*TASK*. Return each entry exactly, so that nothing in the data differs from the original.

#####

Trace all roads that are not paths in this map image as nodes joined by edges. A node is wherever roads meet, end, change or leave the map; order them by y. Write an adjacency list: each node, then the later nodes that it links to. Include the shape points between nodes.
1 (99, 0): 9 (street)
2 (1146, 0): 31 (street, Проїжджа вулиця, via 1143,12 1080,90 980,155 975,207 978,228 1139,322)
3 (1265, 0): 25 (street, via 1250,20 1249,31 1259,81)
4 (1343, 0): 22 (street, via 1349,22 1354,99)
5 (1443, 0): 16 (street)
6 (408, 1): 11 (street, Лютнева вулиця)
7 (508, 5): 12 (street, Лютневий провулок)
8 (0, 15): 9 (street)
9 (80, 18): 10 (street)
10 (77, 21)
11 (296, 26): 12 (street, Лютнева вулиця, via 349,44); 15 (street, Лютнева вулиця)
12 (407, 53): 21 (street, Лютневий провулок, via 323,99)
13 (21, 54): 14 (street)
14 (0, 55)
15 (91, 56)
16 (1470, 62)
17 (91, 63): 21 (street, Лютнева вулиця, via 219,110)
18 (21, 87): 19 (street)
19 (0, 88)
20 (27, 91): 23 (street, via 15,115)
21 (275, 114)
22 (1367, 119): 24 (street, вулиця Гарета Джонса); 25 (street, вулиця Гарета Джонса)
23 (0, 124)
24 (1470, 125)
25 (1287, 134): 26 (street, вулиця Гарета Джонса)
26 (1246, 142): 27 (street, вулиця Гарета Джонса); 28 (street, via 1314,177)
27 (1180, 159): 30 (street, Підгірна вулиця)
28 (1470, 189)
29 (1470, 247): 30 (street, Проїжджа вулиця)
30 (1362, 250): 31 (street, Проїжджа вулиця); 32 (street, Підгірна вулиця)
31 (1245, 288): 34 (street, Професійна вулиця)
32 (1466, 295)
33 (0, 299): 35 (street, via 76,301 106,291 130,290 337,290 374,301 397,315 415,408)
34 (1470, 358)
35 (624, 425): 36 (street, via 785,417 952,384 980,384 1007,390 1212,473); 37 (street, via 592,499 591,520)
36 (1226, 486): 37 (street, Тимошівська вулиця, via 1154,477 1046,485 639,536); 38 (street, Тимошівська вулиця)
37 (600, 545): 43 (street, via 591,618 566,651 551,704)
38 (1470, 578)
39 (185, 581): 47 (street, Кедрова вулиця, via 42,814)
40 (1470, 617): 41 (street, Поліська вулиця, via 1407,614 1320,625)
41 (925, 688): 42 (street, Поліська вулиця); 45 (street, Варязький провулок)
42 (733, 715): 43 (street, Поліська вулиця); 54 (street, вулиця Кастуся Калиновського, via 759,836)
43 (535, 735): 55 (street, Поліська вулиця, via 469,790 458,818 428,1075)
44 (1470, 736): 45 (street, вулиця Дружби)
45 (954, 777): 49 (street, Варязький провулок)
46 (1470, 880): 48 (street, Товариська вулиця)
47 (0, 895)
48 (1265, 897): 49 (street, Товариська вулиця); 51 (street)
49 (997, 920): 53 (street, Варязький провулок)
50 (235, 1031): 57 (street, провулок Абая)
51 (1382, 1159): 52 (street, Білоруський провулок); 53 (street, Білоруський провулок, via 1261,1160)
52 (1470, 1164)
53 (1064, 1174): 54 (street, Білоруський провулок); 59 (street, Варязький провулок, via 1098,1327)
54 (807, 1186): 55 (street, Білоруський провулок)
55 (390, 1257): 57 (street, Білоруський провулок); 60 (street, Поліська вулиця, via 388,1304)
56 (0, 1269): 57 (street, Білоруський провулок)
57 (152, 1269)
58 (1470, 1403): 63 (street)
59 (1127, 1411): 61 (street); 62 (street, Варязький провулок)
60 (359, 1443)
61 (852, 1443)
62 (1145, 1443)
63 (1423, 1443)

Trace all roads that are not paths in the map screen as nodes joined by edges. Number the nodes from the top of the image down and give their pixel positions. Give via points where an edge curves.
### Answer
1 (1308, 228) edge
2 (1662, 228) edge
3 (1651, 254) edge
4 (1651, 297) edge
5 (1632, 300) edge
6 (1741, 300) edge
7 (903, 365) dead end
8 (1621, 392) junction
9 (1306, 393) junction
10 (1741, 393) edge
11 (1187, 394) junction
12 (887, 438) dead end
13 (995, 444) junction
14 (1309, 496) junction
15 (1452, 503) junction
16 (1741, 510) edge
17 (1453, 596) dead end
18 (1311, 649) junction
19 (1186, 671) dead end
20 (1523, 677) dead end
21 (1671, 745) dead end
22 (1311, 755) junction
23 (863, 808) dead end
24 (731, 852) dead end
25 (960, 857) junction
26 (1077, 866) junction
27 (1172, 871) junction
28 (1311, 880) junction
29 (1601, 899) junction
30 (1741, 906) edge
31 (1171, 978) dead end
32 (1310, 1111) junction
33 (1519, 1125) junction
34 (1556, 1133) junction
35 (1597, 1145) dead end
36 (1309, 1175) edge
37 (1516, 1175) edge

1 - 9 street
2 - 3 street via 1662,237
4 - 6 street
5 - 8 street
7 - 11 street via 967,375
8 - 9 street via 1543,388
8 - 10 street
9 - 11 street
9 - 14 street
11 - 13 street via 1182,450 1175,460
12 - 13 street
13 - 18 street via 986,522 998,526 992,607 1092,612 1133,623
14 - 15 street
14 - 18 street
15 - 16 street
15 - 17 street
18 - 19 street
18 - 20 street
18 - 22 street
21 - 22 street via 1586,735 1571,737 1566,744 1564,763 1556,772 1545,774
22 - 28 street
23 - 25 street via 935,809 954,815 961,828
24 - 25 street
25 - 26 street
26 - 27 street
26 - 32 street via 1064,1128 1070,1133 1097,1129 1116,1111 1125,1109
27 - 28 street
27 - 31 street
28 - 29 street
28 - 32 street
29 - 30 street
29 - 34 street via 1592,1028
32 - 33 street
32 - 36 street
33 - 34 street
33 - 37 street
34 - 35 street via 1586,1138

#####

*SOLUTION FOR THIS PROBLEM*.
Trace all roads that are not paths in this map image as nodes joined by edges. A node is wherever roads meet, end, change or leave the map; order them by y. Write an adjacency list: each node, then the later nodes that it links to. Include the shape points between nodes.
1 (99, 0): 9 (street)
2 (1146, 0): 31 (street, Проїжджа вулиця, via 1143,12 1080,90 980,155 975,207 978,228 1139,322)
3 (1265, 0): 25 (street, via 1250,20 1249,31 1259,81)
4 (1343, 0): 22 (street, via 1349,22 1354,99)
5 (1443, 0): 16 (street)
6 (408, 1): 11 (street, Лютнева вулиця)
7 (508, 5): 12 (street, Лютневий провулок)
8 (0, 15): 9 (street)
9 (80, 18): 10 (street)
10 (77, 21)
11 (296, 26): 12 (street, Лютнева вулиця, via 349,44); 15 (street, Лютнева вулиця)
12 (407, 53): 21 (street, Лютневий провулок, via 323,99)
13 (21, 54): 14 (street)
14 (0, 55)
15 (91, 56)
16 (1470, 62)
17 (91, 63): 21 (street, Лютнева вулиця, via 219,110)
18 (21, 87): 19 (street)
19 (0, 88)
20 (27, 91): 23 (street, via 15,115)
21 (275, 114)
22 (1367, 119): 24 (street, вулиця Гарета Джонса); 25 (street, вулиця Гарета Джонса)
23 (0, 124)
24 (1470, 125)
25 (1287, 134): 26 (street, вулиця Гарета Джонса)
26 (1246, 142): 27 (street, вулиця Гарета Джонса); 28 (street, via 1314,177)
27 (1180, 159): 30 (street, Підгірна вулиця)
28 (1470, 189)
29 (1470, 247): 30 (street, Проїжджа вулиця)
30 (1362, 250): 31 (street, Проїжджа вулиця); 32 (street, Підгірна вулиця)
31 (1245, 288): 34 (street, Професійна вулиця)
32 (1466, 295)
33 (0, 299): 35 (street, via 76,301 106,291 130,290 337,290 374,301 397,315 415,408)
34 (1470, 358)
35 (624, 425): 36 (street, via 785,417 952,384 980,384 1007,390 1212,473); 37 (street, via 592,499 591,520)
36 (1226, 486): 37 (street, Тимошівська вулиця, via 1154,477 1046,485 639,536); 38 (street, Тимошівська вулиця)
37 (600, 545): 43 (street, via 591,618 566,651 551,704)
38 (1470, 578)
39 (185, 581): 47 (street, Кедрова вулиця, via 42,814)
40 (1470, 617): 41 (street, Поліська вулиця, via 1407,614 1320,625)
41 (925, 688): 42 (street, Поліська вулиця); 45 (street, Варязький провулок)
42 (733, 715): 43 (street, Поліська вулиця); 54 (street, вулиця Кастуся Калиновського, via 759,836)
43 (535, 735): 55 (street, Поліська вулиця, via 469,790 458,818 428,1075)
44 (1470, 736): 45 (street, вулиця Дружби)
45 (954, 777): 49 (street, Варязький провулок)
46 (1470, 880): 48 (street, Товариська вулиця)
47 (0, 895)
48 (1265, 897): 49 (street, Товариська вулиця); 51 (street)
49 (997, 920): 53 (street, Варязький провулок)
50 (235, 1031): 57 (street, провулок Абая)
51 (1382, 1159): 52 (street, Білоруський провулок); 53 (street, Білоруський провулок, via 1261,1160)
52 (1470, 1164)
53 (1064, 1174): 54 (street, Білоруський провулок); 59 (street, Варязький провулок, via 1098,1327)
54 (807, 1186): 55 (street, Білоруський провулок)
55 (390, 1257): 57 (street, Білоруський провулок); 60 (street, Поліська вулиця, via 388,1304)
56 (0, 1269): 57 (street, Білоруський провулок)
57 (152, 1269)
58 (1470, 1403): 63 (street)
59 (1127, 1411): 61 (street); 62 (street, Варязький провулок)
60 (359, 1443)
61 (852, 1443)
62 (1145, 1443)
63 (1423, 1443)

Trace all roads that are not paths in the map screen as nodes joined by edges. Number the nodes from the top of the image down and give their pixel positions. Give via points where an edge curves.
### Answer
1 (1308, 228) edge
2 (1662, 228) edge
3 (1651, 254) edge
4 (1651, 297) edge
5 (1632, 300) edge
6 (1741, 300) edge
7 (903, 365) dead end
8 (1621, 392) junction
9 (1306, 393) junction
10 (1741, 393) edge
11 (1187, 394) junction
12 (887, 438) dead end
13 (995, 444) junction
14 (1309, 496) junction
15 (1452, 503) junction
16 (1741, 510) edge
17 (1453, 596) dead end
18 (1311, 649) junction
19 (1186, 671) dead end
20 (1523, 677) dead end
21 (1671, 745) dead end
22 (1311, 755) junction
23 (863, 808) dead end
24 (731, 852) dead end
25 (960, 857) junction
26 (1077, 866) junction
27 (1172, 871) junction
28 (1311, 880) junction
29 (1601, 899) junction
30 (1741, 906) edge
31 (1171, 978) dead end
32 (1310, 1111) junction
33 (1519, 1125) junction
34 (1556, 1133) junction
35 (1597, 1145) dead end
36 (1309, 1175) edge
37 (1516, 1175) edge

1 - 9 street
2 - 3 street via 1662,237
4 - 6 street
5 - 8 street
7 - 11 street via 967,375
8 - 9 street via 1543,388
8 - 10 street
9 - 11 street
9 - 14 street
11 - 13 street via 1182,450 1175,460
12 - 13 street
13 - 18 street via 986,522 998,526 992,607 1092,612 1133,623
14 - 15 street
14 - 18 street
15 - 16 street
15 - 17 street
18 - 19 street
18 - 20 street
18 - 22 street
21 - 22 street via 1586,735 1571,737 1566,744 1564,763 1556,772 1545,774
22 - 28 street
23 - 25 street via 935,809 954,815 961,828
24 - 25 street
25 - 26 street
26 - 27 street
26 - 32 street via 1064,1128 1070,1133 1097,1129 1116,1111 1125,1109
27 - 28 street
27 - 31 street
28 - 29 street
28 - 32 street
29 - 30 street
29 - 34 street via 1592,1028
32 - 33 street
32 - 36 street
33 - 34 street
33 - 37 street
34 - 35 street via 1586,1138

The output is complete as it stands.